The Barnsley Canal and the Dearne and Dove Canal used to provide a waterway from Wakefield through the Dearne Valley.
They then linked with the South Yorkshire Navigation near Rotherham.
A Barnsley Canal Consortium has been set up and wants to undertake a detailed feasibility study of the route.
Nature reserve
The consortium is a grouping of local councils along with the Environment Agency, British Waterways and the Barnsley, Dearne and Dove Canals Trust (BDDCT).
Derek Housley who chairs the BDDCT said: "The outlook for the forgotten missing waterway is getting better.
"It would not just be a waterway but also a long distance footpath, cycleway, fishery and nature reserve."

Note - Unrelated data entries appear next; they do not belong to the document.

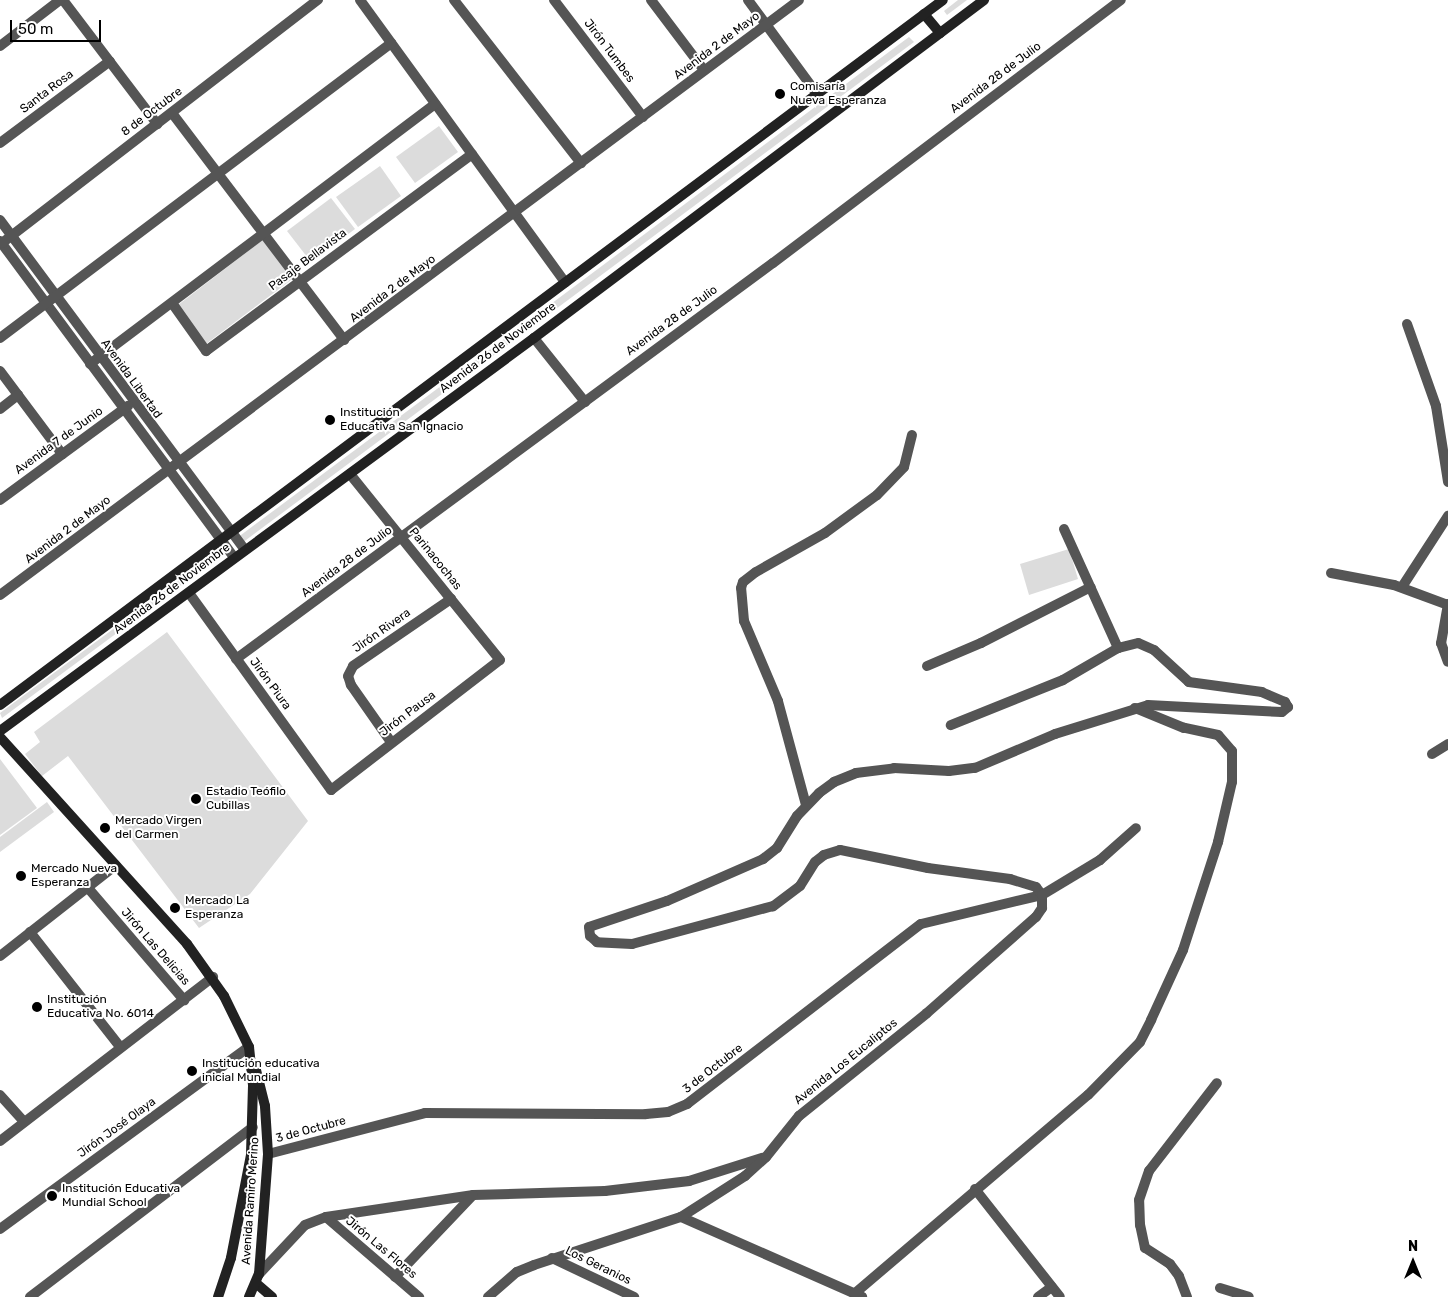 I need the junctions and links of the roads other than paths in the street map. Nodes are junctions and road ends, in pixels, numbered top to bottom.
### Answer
1 (62, 0) edge
2 (318, 0) edge
3 (360, 0) edge
4 (454, 0) edge
5 (554, 0) edge
6 (651, 0) edge
7 (748, 0) edge
8 (799, 0) edge
9 (943, 0) edge
10 (984, 0) edge
11 (1121, 0) edge
12 (924, 14) junction
13 (765, 25) junction
14 (940, 33) junction
15 (391, 43) junction
16 (0, 46) edge
17 (110, 61) junction
18 (704, 70) junction
19 (817, 94) junction
20 (435, 104) junction
21 (172, 113) junction
22 (642, 117) junction
23 (157, 124) junction
24 (0, 143) edge
25 (472, 154) junction
26 (581, 163) junction
27 (219, 175) junction
28 (515, 214) junction
29 (0, 220) edge
30 (264, 233) junction
31 (11, 236) junction
32 (1, 242) edge
33 (300, 281) junction
34 (564, 282) junction
35 (56, 297) junction
36 (172, 303) junction
37 (46, 304) junction
38 (1407, 324) dead end
39 (0, 338) edge
40 (534, 338) junction
41 (344, 340) junction
42 (100, 357) junction
43 (90, 364) junction
44 (0, 371) edge
45 (18, 395) junction
46 (133, 402) junction
47 (585, 402) junction
48 (0, 409) edge
49 (123, 409) junction
50 (912, 435) dead end
51 (62, 454) junction
52 (178, 464) junction
53 (169, 470) junction
54 (350, 474) junction
55 (1448, 482) edge
56 (0, 500) edge
57 (1448, 516) edge
58 (1064, 529) dead end
59 (230, 532) junction
60 (401, 537) junction
61 (220, 540) junction
62 (245, 550) junction
63 (234, 558) junction
64 (1331, 573) dead end
65 (1091, 587) junction
66 (1402, 587) junction
67 (188, 593) junction
68 (0, 595) edge
69 (451, 599) junction
70 (1448, 605) edge
71 (1118, 648) junction
72 (236, 659) junction
73 (500, 660) joint
74 (1448, 662) edge
75 (927, 666) dead end
76 (0, 705) edge
77 (1135, 708) junction
78 (951, 724) dead end
79 (0, 731) edge
80 (0, 737) edge
81 (391, 742) junction
82 (1448, 744) edge
83 (1432, 754) dead end
84 (332, 790) joint
85 (806, 805) junction
86 (1136, 828) dead end
87 (116, 865) junction
88 (88, 888) junction
89 (1042, 896) junction
90 (30, 932) junction
91 (0, 956) edge
92 (213, 977) junction
93 (184, 1000) junction
94 (249, 1047) junction
95 (122, 1048) junction
96 (1217, 1083) dead end
97 (0, 1095) edge
98 (24, 1122) junction
99 (253, 1127) junction
100 (0, 1141) edge
101 (268, 1154) junction
102 (766, 1157) junction
103 (976, 1189) junction
104 (473, 1195) junction
105 (681, 1217) junction
106 (326, 1218) junction
107 (0, 1229) edge
108 (552, 1258) junction
109 (395, 1277) junction
110 (258, 1279) junction
111 (1052, 1287) junction
112 (1220, 1288) dead end
113 (858, 1295) edge
114 (30, 1297) edge
115 (218, 1297) edge
116 (249, 1297) edge
117 (272, 1297) edge
118 (419, 1297) edge
119 (488, 1297) edge
120 (634, 1297) edge
121 (1038, 1297) edge
122 (1060, 1297) edge
123 (1186, 1297) edge
124 (1249, 1297) edge

1 - 16 street
1 - 17 street
2 - 21 street, 8 de Octubre
3 - 15 street
4 - 26 street
5 - 22 street, Jirón Tumbes
6 - 18 street
7 - 13 street
8 - 13 street, Avenida 2 de Mayo
9 - 12 main road, Avenida 26 de Noviembre
10 - 14 main road, Avenida 26 de Noviembre
11 - 47 street, Avenida 28 de Julio
12 - 14 main road
12 - 19 main road, Avenida 26 de Noviembre
13 - 18 street, Avenida 2 de Mayo
13 - 19 street
14 - 40 main road, Avenida 26 de Noviembre
15 - 20 street
15 - 27 street
17 - 23 street
17 - 24 street, Santa Rosa
18 - 22 street, Avenida 2 de Mayo
19 - 34 main road, Avenida 26 de Noviembre
20 - 25 street
20 - 30 street
21 - 23 street, 8 de Octubre
21 - 27 street
22 - 26 street, Avenida 2 de Mayo
23 - 31 street, 8 de Octubre
25 - 28 street
25 - 33 street, Pasaje Bellavista
26 - 28 street, Avenida 2 de Mayo
27 - 30 street
27 - 35 street
28 - 34 street
28 - 41 street, Avenida 2 de Mayo
29 - 31 street, Avenida Libertad
30 - 33 street
30 - 36 street
31 - 32 street, 8 de Octubre
31 - 35 street, Avenida Libertad
32 - 37 street, Avenida Libertad
33 - 36 street, Pasaje Bellavista
33 - 41 street
34 - 59 main road, Avenida 26 de Noviembre
35 - 37 street
35 - 42 street, Avenida Libertad
36 - 42 street
37 - 39 street
37 - 43 street, Avenida Libertad
38 - 55 street
40 - 47 street
40 - 54 main road, Avenida 26 de Noviembre
41 - 52 street, Avenida 2 de Mayo
42 - 43 street
42 - 46 street, Avenida Libertad
43 - 49 street, Avenida Libertad
44 - 45 street
45 - 48 street
45 - 51 street
46 - 49 street, Avenida 7 de Junio
46 - 52 street, Avenida Libertad
47 - 60 street, Avenida 28 de Julio
49 - 51 street, Avenida 7 de Junio
49 - 53 street, Avenida Libertad
50 - 85 street
51 - 56 street, Avenida 7 de Junio
52 - 53 street, Avenida 2 de Mayo
52 - 59 street, Avenida Libertad
53 - 61 street, Avenida Libertad
53 - 68 street, Avenida 2 de Mayo
54 - 60 street, Parinacochas
54 - 62 main road, Avenida 26 de Noviembre
57 - 66 street
58 - 65 street
59 - 61 main road, Avenida 26 de Noviembre
59 - 62 street, Avenida Libertad
60 - 69 street, Parinacochas
60 - 72 street, Avenida 28 de Julio
61 - 63 street, Avenida Libertad
61 - 76 main road, Avenida 26 de Noviembre
62 - 63 main road, Avenida 26 de Noviembre
63 - 67 main road, Avenida 26 de Noviembre
64 - 66 street
65 - 71 street
65 - 75 street
66 - 70 street
67 - 72 street, Jirón Piura
67 - 79 main road, Avenida 26 de Noviembre
69 - 73 street, Parinacochas
69 - 81 street, Jirón Rivera
70 - 74 street
71 - 77 street
71 - 78 street
72 - 84 street, Jirón Piura
73 - 81 street, Jirón Pausa
77 - 85 street
77 - 103 street
80 - 87 main road, Avenida Ramiro Merino
81 - 84 street, Jirón Pausa
82 - 83 street
85 - 89 street
86 - 89 street
87 - 88 street
87 - 92 main road, Avenida Ramiro Merino
88 - 90 street
88 - 93 street, Jirón Las Delicias
89 - 101 street, 3 de Octubre
89 - 102 street, Avenida Los Eucaliptos
90 - 91 street
90 - 95 street
92 - 93 street
92 - 94 main road, Avenida Ramiro Merino
93 - 95 street
94 - 99 main road, Avenida Ramiro Merino
94 - 101 main road, Avenida Ramiro Merino
94 - 107 street, Jirón José Olaya
95 - 98 street
96 - 123 street
97 - 98 street
98 - 100 street
99 - 114 street
99 - 115 main road, Avenida Ramiro Merino
101 - 110 main road, Avenida Ramiro Merino
102 - 104 street
102 - 105 street, Avenida Los Eucaliptos
103 - 111 street
103 - 113 street
104 - 106 street
104 - 109 street
105 - 108 street, Avenida Los Eucaliptos
105 - 113 street
106 - 109 street, Jirón Las Flores
106 - 110 street
108 - 119 street, Avenida Los Eucaliptos
108 - 120 street, Los Geranios
109 - 118 street, Jirón Las Flores
110 - 116 main road, Avenida Ramiro Merino
110 - 117 main road
111 - 121 street
111 - 122 street
112 - 124 street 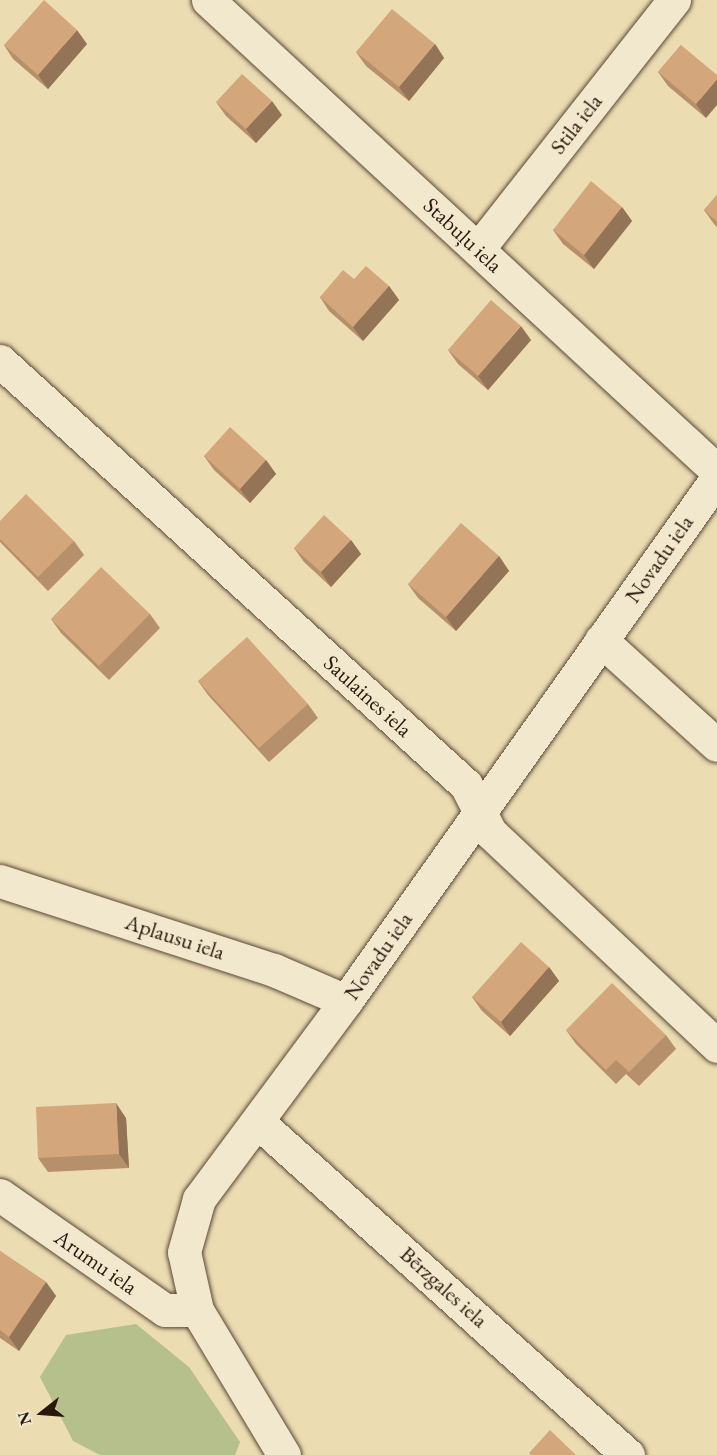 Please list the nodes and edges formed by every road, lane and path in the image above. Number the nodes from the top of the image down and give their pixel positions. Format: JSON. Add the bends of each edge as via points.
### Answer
{"nodes":[{"id":1,"x":208,"y":0,"type":"edge"},
{"id":2,"x":674,"y":0,"type":"edge"},
{"id":3,"x":477,"y":249,"type":"junction"},
{"id":4,"x":0,"y":361,"type":"edge"},
{"id":5,"x":717,"y":471,"type":"edge"},
{"id":6,"x":717,"y":478,"type":"edge"},
{"id":7,"x":601,"y":640,"type":"junction"},
{"id":8,"x":717,"y":746,"type":"edge"},
{"id":9,"x":480,"y":813,"type":"junction"},
{"id":10,"x":0,"y":881,"type":"edge"},
{"id":11,"x":346,"y":1001,"type":"junction"},
{"id":12,"x":717,"y":1046,"type":"edge"},
{"id":13,"x":258,"y":1122,"type":"junction"},
{"id":14,"x":0,"y":1196,"type":"edge"},
{"id":15,"x":197,"y":1310,"type":"junction"},
{"id":16,"x":284,"y":1455,"type":"edge"},
{"id":17,"x":628,"y":1455,"type":"edge"}],
"edges":[{"from":1,"to":3,"type":"street","name":"Stabuļu iela"},
{"from":2,"to":3,"type":"street","name":"Stila iela"},
{"from":3,"to":5,"type":"street","name":"Stabuļu iela"},
{"from":4,"to":9,"type":"street","name":"Saulaines iela","via":[[466,785]]},
{"from":6,"to":7,"type":"street","name":"Novadu iela"},
{"from":7,"to":8,"type":"street"},
{"from":7,"to":9,"type":"street","name":"Novadu iela"},
{"from":9,"to":11,"type":"street","name":"Novadu iela"},
{"from":9,"to":12,"type":"street","name":"Saulaines iela","via":[[490,832]]},
{"from":10,"to":11,"type":"street","name":"Aplausu iela","via":[[274,970]]},
{"from":11,"to":13,"type":"street","name":"Novadu iela"},
{"from":13,"to":15,"type":"street","name":"Novadu iela","via":[[199,1198],[184,1251]]},
{"from":13,"to":17,"type":"street","name":"Bērzgales iela"},
{"from":14,"to":15,"type":"street","name":"Arumu iela","via":[[165,1310]]},
{"from":15,"to":16,"type":"street","name":"Novadu iela"}]} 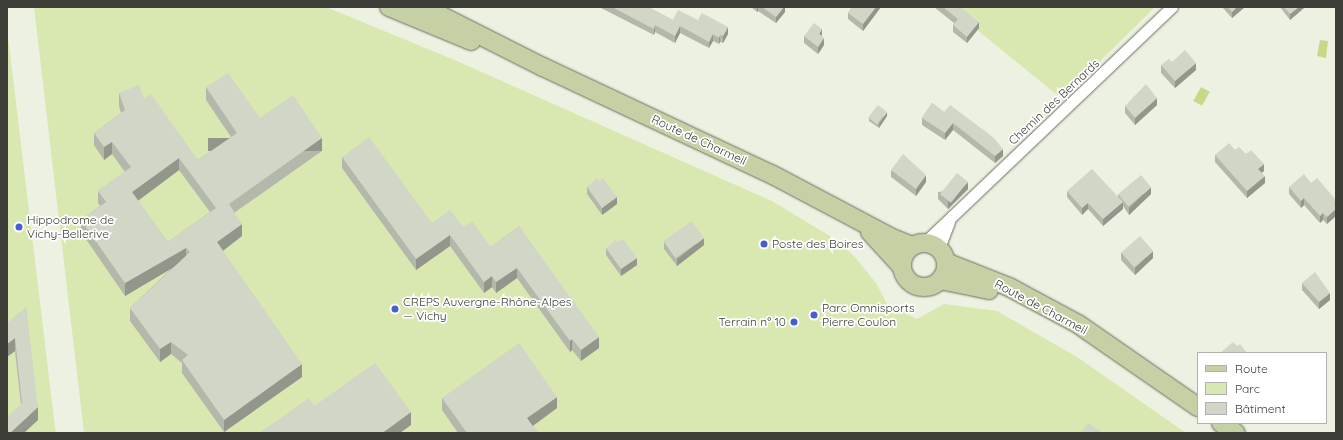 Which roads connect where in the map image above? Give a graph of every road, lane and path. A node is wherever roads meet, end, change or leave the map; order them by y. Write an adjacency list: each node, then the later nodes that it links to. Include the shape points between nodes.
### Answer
1 (389, 7): 4 (main road, Route de Charmeil)
2 (424, 7): 4 (main road, Route de Charmeil)
3 (1172, 7): 6 (street, Chemin des Bernards, via 953,215)
4 (543, 67): 5 (main road, Route de Charmeil, via 773,175)
5 (854, 217): 6 (main road, Route de Charmeil); 7 (main road, Route de Charmeil)
6 (930, 250): 7 (main road, via 904,254); 8 (main road); 9 (main road, Route de Charmeil, via 1009,287 1078,324)
7 (901, 266): 8 (main road, via 907,280 915,286 933,286)
8 (940, 280): 9 (main road, Route de Charmeil, via 983,288 1006,296)
9 (1132, 360): 10 (main road, Route de Charmeil)
10 (1197, 406)
11 (1222, 424): 12 (main road)
12 (1236, 433)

Mr Housley added that he hoped the reopening of the canals would provide the catalyst for regeneration projects along the route.
Corn and coal
The Barnsley Canal which linked that town to Wakefield was completed in 1799 and the Dearne and Dove down to Rotherham was opened in November 1804.
Most of the barges were carrying coal on the way south and returned with corn for West Riding mills.
The last loads were carried in 1952 and since then the canals, along with towpaths, wharves and locks have been left abandoned.
It is not known precisely how much it would cost to restore the canals or exactly where the money would come from.
But the BDDCT says there would be substantial economic benefits not least from new waterfront housing which could be built.